We present a model of gamma-ray emission through neutral pion production and decay in two-temperature advection-dominated accretion flows (ADAFs). We refine previous studies of such a hadronic gamma-ray emission by taking into account (1) relativistic effects in the photon transfer and (2) absorption of gamma-ray photons in the radiation field of the flow. We use a fully general relativistic description of both the radiative and hydrodynamic processes, which allows us to investigate the dependence on the black hole spin.

We find that the gamma-ray luminosities (100 MeV - 10 GeV) observed from flows with the bolometric luminosities between $10^{-4}$ and $10^{-2}$ of the Eddington luminosity are by a factor of 10 to 100 smaller than their X-ray (2 - 10 keV) luminosities.
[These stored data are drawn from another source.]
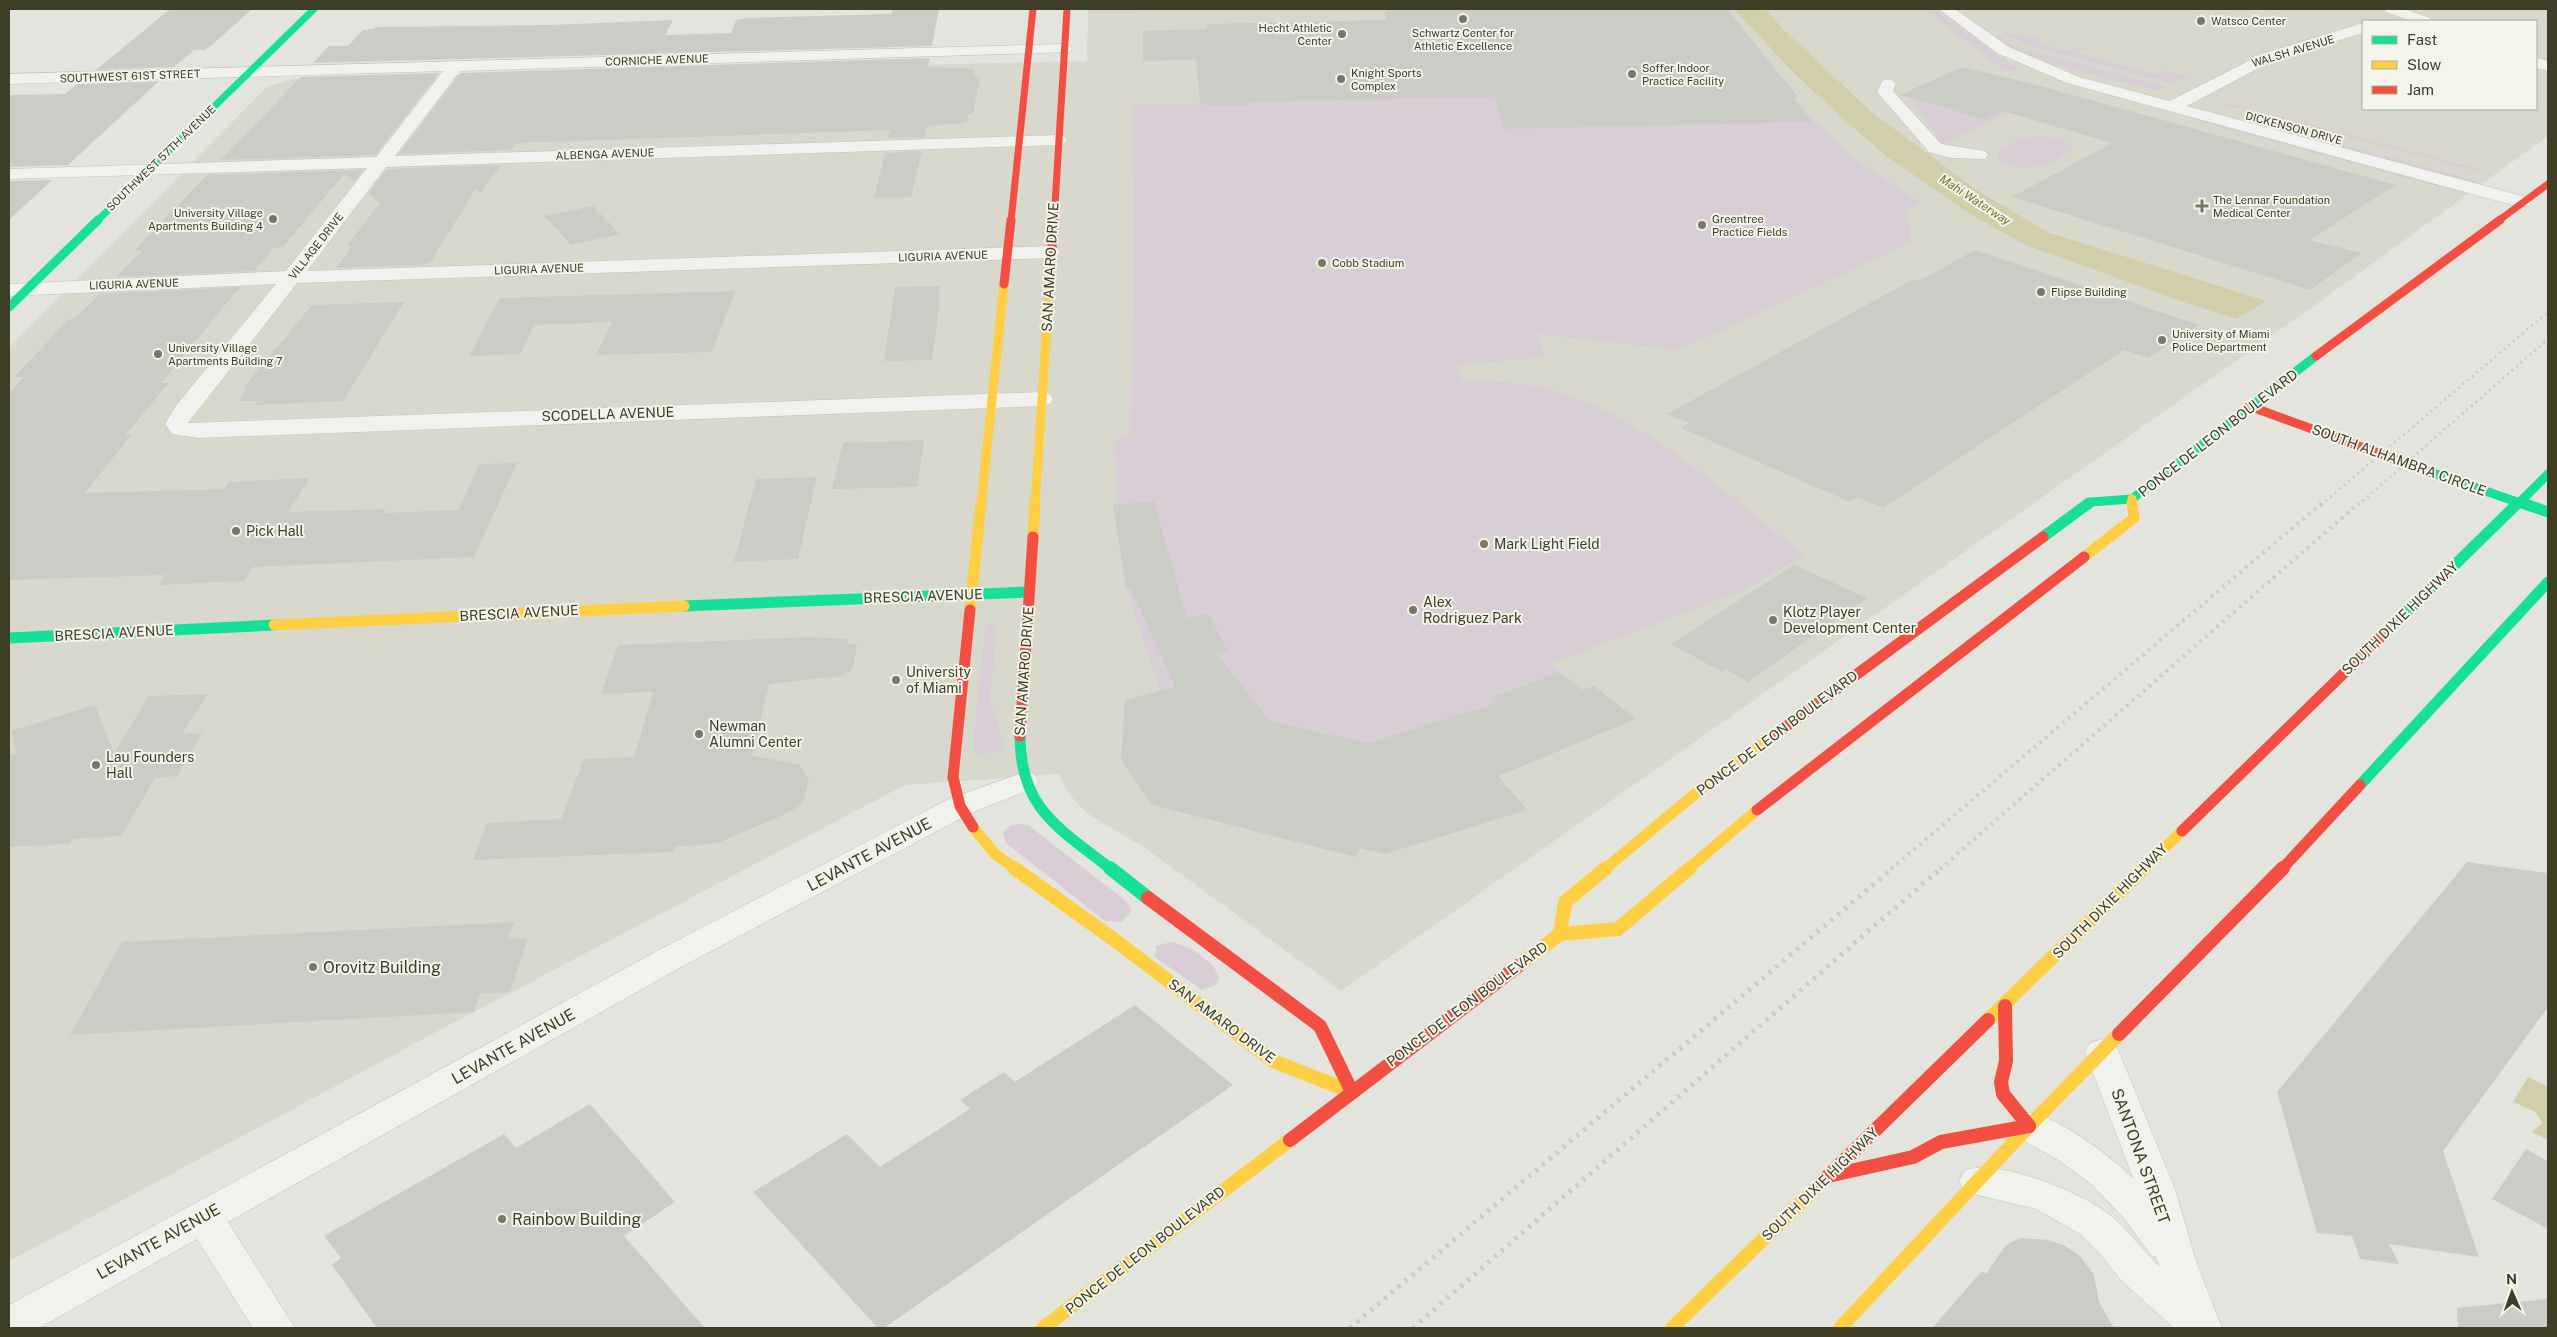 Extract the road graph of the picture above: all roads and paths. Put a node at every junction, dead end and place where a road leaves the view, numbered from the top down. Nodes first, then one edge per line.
1 (314, 9) edge
2 (1033, 9) edge
3 (1067, 9) edge
4 (1946, 9) edge
5 (2388, 12) edge
6 (2421, 20) edge
7 (2362, 28) edge
8 (2334, 38) junction
9 (2362, 42) edge
10 (1064, 49) junction
11 (1027, 50) junction
12 (456, 65) junction
13 (250, 72) junction
14 (9, 79) edge
15 (1888, 84) dead end
16 (2179, 103) junction
17 (1058, 140) junction
18 (1020, 142) junction
19 (1980, 155) dead end
20 (382, 161) junction
21 (151, 168) junction
22 (9, 174) edge
23 (2536, 193) edge
24 (1050, 252) junction
25 (1008, 254) junction
26 (292, 277) junction
27 (18, 290) edge
28 (9, 307) edge
29 (1042, 399) junction
30 (992, 401) junction
31 (2249, 406) junction
32 (176, 426) joint
33 (2548, 474) edge
34 (2132, 499) junction
35 (2520, 502) junction
36 (2548, 512) edge
37 (2548, 582) edge
38 (1029, 592) junction
39 (971, 594) junction
40 (9, 638) edge
41 (1024, 781) junction
42 (960, 806) junction
43 (1560, 934) junction
44 (2005, 1006) junction
45 (2102, 1052) junction
46 (1352, 1092) junction
47 (2028, 1126) junction
48 (1828, 1176) junction
49 (1978, 1180) junction
50 (202, 1216) junction
51 (2177, 1261) junction
52 (9, 1325) edge
53 (275, 1328) edge
54 (1043, 1328) edge
55 (1672, 1328) edge
56 (1840, 1328) edge
57 (2202, 1328) edge

1 - 13 main road, SOUTHWEST 57TH AVENUE
2 - 11 main road, SAN AMARO DRIVE
3 - 10 main road, SAN AMARO DRIVE
4 - 16 street, DICKENSON DRIVE
5 - 6 street
7 - 8 street, WALSH AVENUE
8 - 9 street
8 - 16 street, WALSH AVENUE
10 - 11 street, CORNICHE AVENUE
10 - 17 main road, SAN AMARO DRIVE
11 - 12 street, CORNICHE AVENUE
11 - 18 main road, SAN AMARO DRIVE
12 - 13 street, CORNICHE AVENUE
12 - 20 street, VILLAGE DRIVE
13 - 14 street, SOUTHWEST 61ST STREET
13 - 21 main road, SOUTHWEST 57TH AVENUE
15 - 19 street
16 - 23 street, DICKENSON DRIVE
17 - 18 street, ALBENGA AVENUE
17 - 24 main road, SAN AMARO DRIVE
18 - 20 street, ALBENGA AVENUE
18 - 25 main road, SAN AMARO DRIVE
20 - 21 street, ALBENGA AVENUE
20 - 26 street, VILLAGE DRIVE
21 - 22 street, ALBENGA AVENUE
21 - 27 main road, SOUTHWEST 57TH AVENUE
23 - 31 main road, PONCE DE LEON BOULEVARD
24 - 25 street, LIGURIA AVENUE
24 - 29 main road, SAN AMARO DRIVE
25 - 26 street, LIGURIA AVENUE
25 - 30 main road, SAN AMARO DRIVE
26 - 27 street, LIGURIA AVENUE
26 - 32 street, VILLAGE DRIVE
27 - 28 main road, SOUTHWEST 57TH AVENUE
29 - 30 street, SCODELLA AVENUE
29 - 38 main road, SAN AMARO DRIVE
30 - 32 street, SCODELLA AVENUE
30 - 39 main road, SAN AMARO DRIVE
31 - 34 main road, PONCE DE LEON BOULEVARD
31 - 35 main road, SOUTH ALHAMBRA CIRCLE
33 - 35 main road, SOUTH DIXIE HIGHWAY
34 - 43 main road, PONCE DE LEON BOULEVARD
34 - 43 main road
35 - 36 main road, SOUTH ALHAMBRA CIRCLE
35 - 44 main road, SOUTH DIXIE HIGHWAY
37 - 45 main road
38 - 39 main road, BRESCIA AVENUE
38 - 41 main road, SAN AMARO DRIVE
39 - 40 main road, BRESCIA AVENUE
39 - 42 main road, SAN AMARO DRIVE
41 - 42 street, LEVANTE AVENUE
41 - 46 main road, SAN AMARO DRIVE
42 - 46 main road, SAN AMARO DRIVE
42 - 50 street, LEVANTE AVENUE
43 - 46 main road, PONCE DE LEON BOULEVARD
44 - 47 main road
44 - 48 main road, SOUTH DIXIE HIGHWAY
45 - 47 main road
45 - 51 street, SANTONA STREET
46 - 54 main road, PONCE DE LEON BOULEVARD
47 - 48 main road
47 - 49 main road
47 - 51 street, SANTONA STREET
48 - 55 main road, SOUTH DIXIE HIGHWAY
49 - 56 main road
49 - 57 street, SANTONA STREET
50 - 52 street, LEVANTE AVENUE
50 - 53 street
51 - 57 street, SANTONA STREET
Flows with smaller bolometric luminosities (at which their central regions are transparent to gamma-rays), around a rapidly rotating black hole, can generate gamma-ray luminosities exceeding their X-ray luminosities.

The hadronic gamma-ray emission from ADAFs with nonthermal distribution of proton energies can explain the Fermi-LAT measurements of M87 and Centaurus A. Predictions of our model can also strongly constrain the parameters of spectral models for nearby AGNs, like NGC 4151, for which the upper limits on the ratio of gamma-ray to X-ray luminosities are small.